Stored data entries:
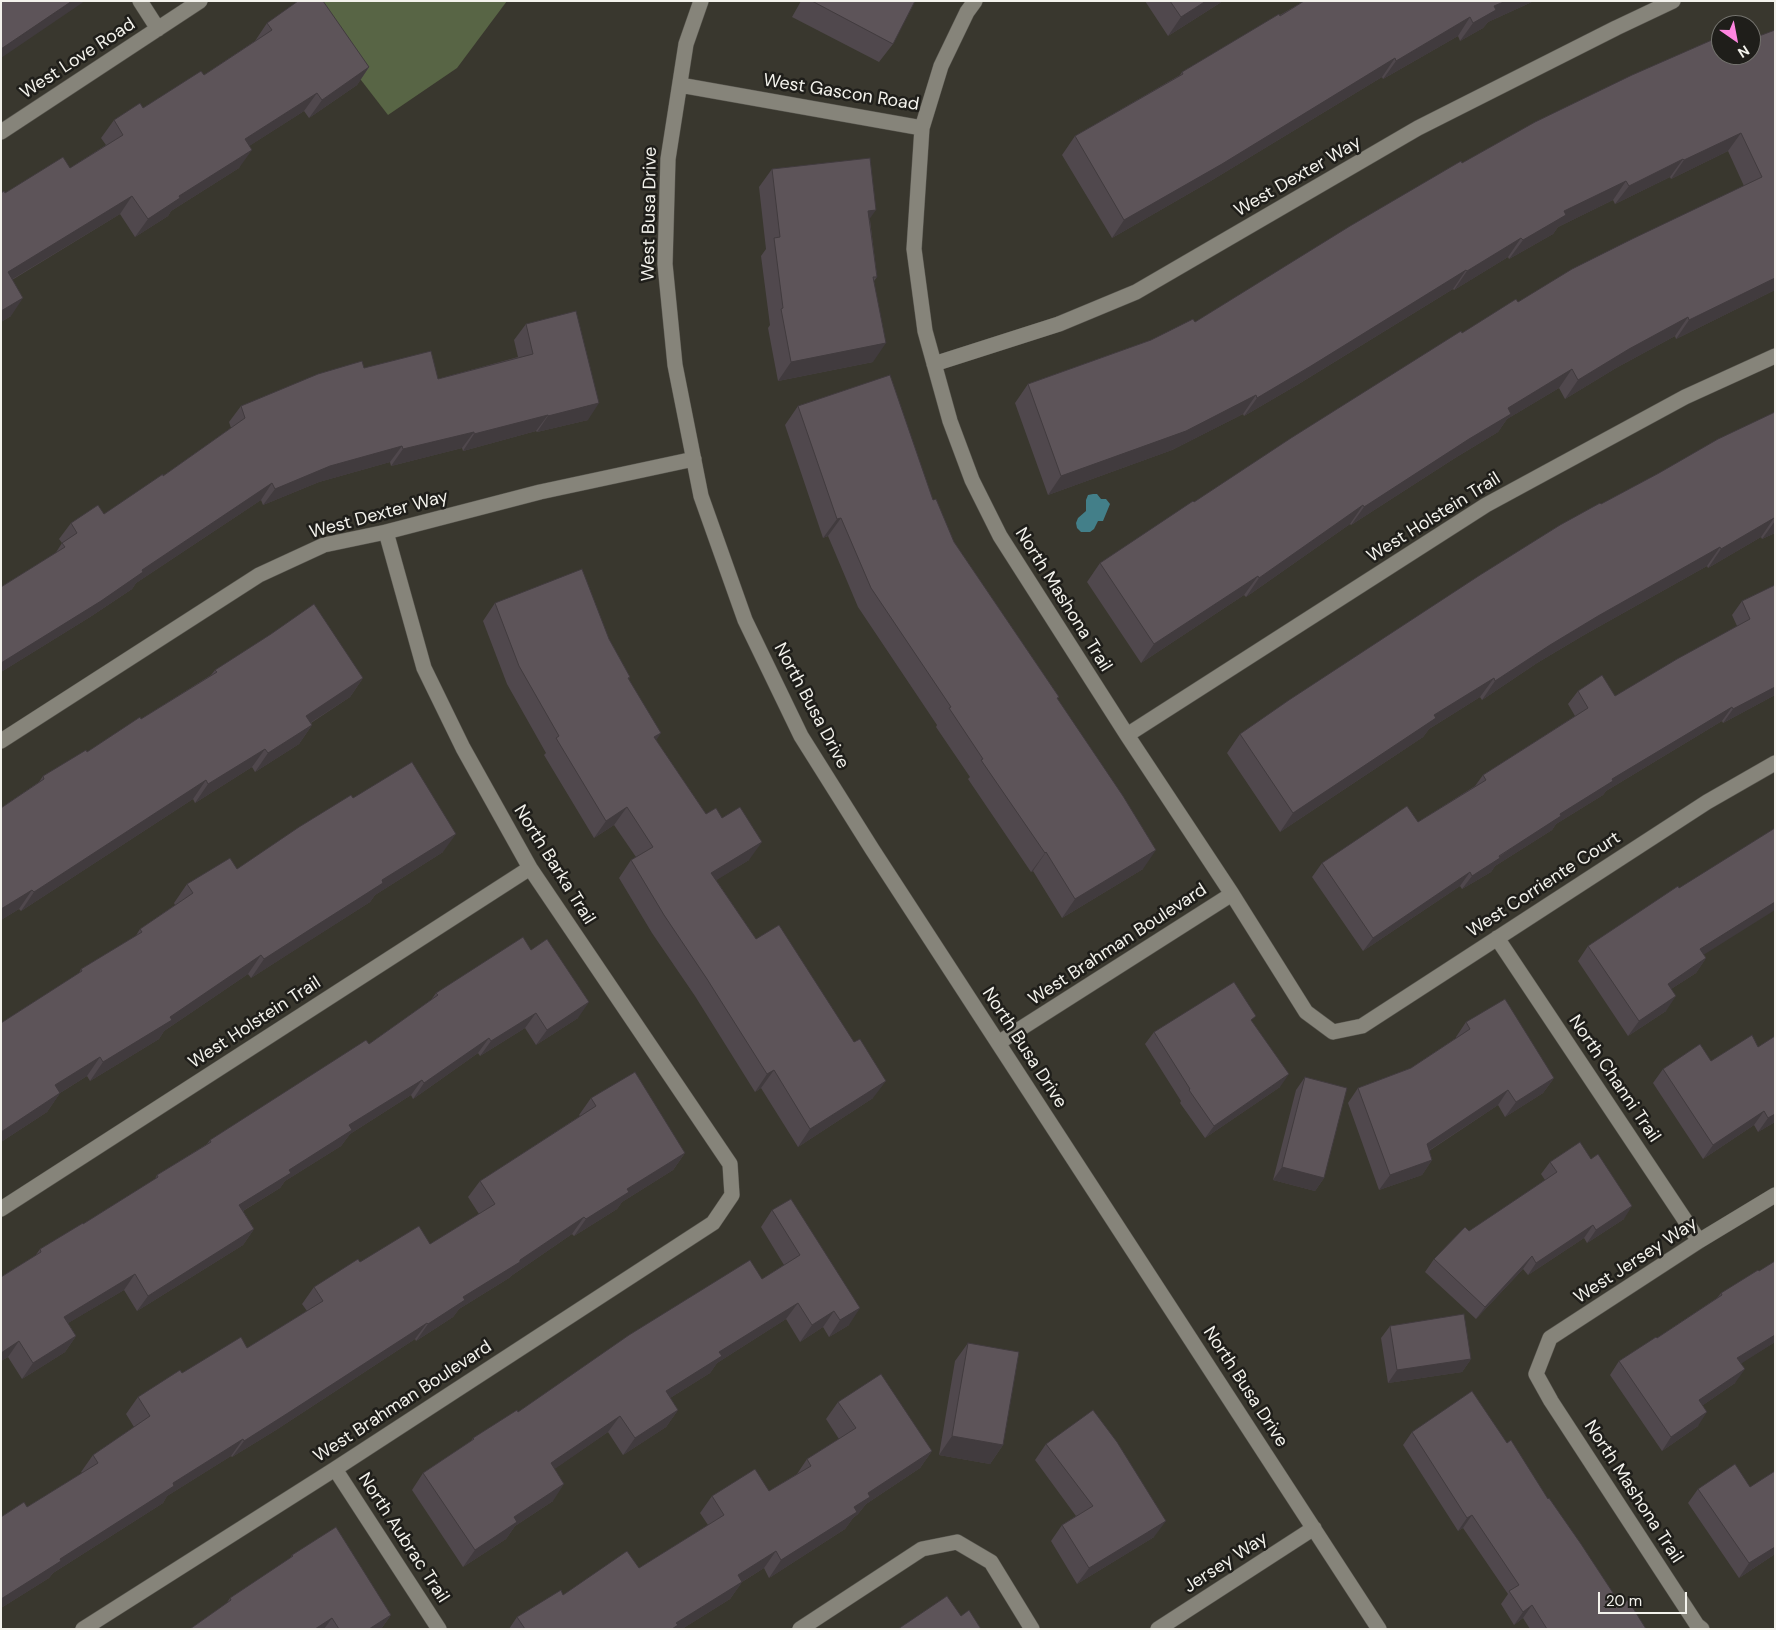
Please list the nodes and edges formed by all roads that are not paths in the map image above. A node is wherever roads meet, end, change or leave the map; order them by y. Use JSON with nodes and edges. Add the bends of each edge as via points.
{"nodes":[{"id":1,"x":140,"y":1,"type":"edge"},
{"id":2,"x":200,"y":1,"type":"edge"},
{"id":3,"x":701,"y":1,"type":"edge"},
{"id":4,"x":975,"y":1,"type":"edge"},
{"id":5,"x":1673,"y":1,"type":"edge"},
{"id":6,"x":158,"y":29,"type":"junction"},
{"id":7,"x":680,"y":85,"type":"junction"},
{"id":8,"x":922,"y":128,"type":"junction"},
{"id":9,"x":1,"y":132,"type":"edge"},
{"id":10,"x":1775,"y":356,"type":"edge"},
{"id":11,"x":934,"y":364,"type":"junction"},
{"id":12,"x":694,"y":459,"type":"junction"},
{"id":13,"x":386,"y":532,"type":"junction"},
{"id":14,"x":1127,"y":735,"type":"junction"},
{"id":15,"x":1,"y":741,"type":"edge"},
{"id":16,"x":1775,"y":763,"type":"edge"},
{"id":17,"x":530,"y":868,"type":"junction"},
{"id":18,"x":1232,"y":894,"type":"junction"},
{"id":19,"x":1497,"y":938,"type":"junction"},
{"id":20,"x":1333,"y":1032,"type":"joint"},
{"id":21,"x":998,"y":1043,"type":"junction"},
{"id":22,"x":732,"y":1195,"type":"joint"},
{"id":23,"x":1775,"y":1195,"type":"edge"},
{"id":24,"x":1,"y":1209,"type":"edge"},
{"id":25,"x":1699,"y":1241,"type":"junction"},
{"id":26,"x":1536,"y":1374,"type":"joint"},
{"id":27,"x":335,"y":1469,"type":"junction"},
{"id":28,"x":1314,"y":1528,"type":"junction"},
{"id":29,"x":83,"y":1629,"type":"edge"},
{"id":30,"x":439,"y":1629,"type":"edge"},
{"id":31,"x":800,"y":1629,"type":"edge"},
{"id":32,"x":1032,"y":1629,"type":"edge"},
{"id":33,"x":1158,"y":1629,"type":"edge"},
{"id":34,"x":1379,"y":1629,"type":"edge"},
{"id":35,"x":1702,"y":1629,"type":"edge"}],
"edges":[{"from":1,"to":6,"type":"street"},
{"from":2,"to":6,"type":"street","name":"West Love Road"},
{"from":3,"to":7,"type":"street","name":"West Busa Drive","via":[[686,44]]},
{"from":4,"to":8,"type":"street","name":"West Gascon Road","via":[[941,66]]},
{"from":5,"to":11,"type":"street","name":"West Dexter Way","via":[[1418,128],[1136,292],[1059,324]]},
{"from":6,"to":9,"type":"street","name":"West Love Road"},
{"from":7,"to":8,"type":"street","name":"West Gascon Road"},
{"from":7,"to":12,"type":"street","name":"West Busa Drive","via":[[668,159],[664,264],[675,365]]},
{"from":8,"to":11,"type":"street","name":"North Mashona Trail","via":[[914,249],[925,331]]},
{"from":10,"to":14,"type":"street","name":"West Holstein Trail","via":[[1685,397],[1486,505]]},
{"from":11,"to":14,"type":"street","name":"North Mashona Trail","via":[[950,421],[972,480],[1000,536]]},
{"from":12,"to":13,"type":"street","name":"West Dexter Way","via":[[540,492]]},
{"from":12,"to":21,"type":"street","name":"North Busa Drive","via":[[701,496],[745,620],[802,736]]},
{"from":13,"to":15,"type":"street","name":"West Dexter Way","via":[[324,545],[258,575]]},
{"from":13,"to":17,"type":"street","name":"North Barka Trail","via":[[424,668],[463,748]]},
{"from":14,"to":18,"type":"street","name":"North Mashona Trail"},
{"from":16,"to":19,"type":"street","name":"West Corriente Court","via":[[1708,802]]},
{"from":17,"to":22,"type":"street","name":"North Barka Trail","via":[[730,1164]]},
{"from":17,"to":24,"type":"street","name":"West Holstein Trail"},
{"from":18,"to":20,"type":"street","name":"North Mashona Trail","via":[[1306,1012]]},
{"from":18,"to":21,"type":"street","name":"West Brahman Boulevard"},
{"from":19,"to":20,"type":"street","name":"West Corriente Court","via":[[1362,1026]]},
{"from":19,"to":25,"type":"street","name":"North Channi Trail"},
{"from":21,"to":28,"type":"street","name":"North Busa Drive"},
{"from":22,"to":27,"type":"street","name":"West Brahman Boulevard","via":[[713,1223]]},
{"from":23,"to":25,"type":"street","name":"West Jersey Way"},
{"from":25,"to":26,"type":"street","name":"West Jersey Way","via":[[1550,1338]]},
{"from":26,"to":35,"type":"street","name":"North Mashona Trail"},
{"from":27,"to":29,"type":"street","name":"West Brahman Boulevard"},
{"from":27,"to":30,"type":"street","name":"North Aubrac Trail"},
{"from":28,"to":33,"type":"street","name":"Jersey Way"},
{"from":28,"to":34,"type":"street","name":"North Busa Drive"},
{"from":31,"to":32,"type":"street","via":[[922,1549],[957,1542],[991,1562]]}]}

> _AIM OF THE TASK_: The answer must consist of each line from the data that includes the string "Mashona".

> _FINISHED EXERCISE_:
{"from":8,"to":11,"type":"street","name":"North Mashona Trail","via":[[914,249],[925,331]]},
{"from":11,"to":14,"type":"street","name":"North Mashona Trail","via":[[950,421],[972,480],[1000,536]]},
{"from":14,"to":18,"type":"street","name":"North Mashona Trail"},
{"from":18,"to":20,"type":"street","name":"North Mashona Trail","via":[[1306,1012]]},
{"from":26,"to":35,"type":"street","name":"North Mashona Trail"},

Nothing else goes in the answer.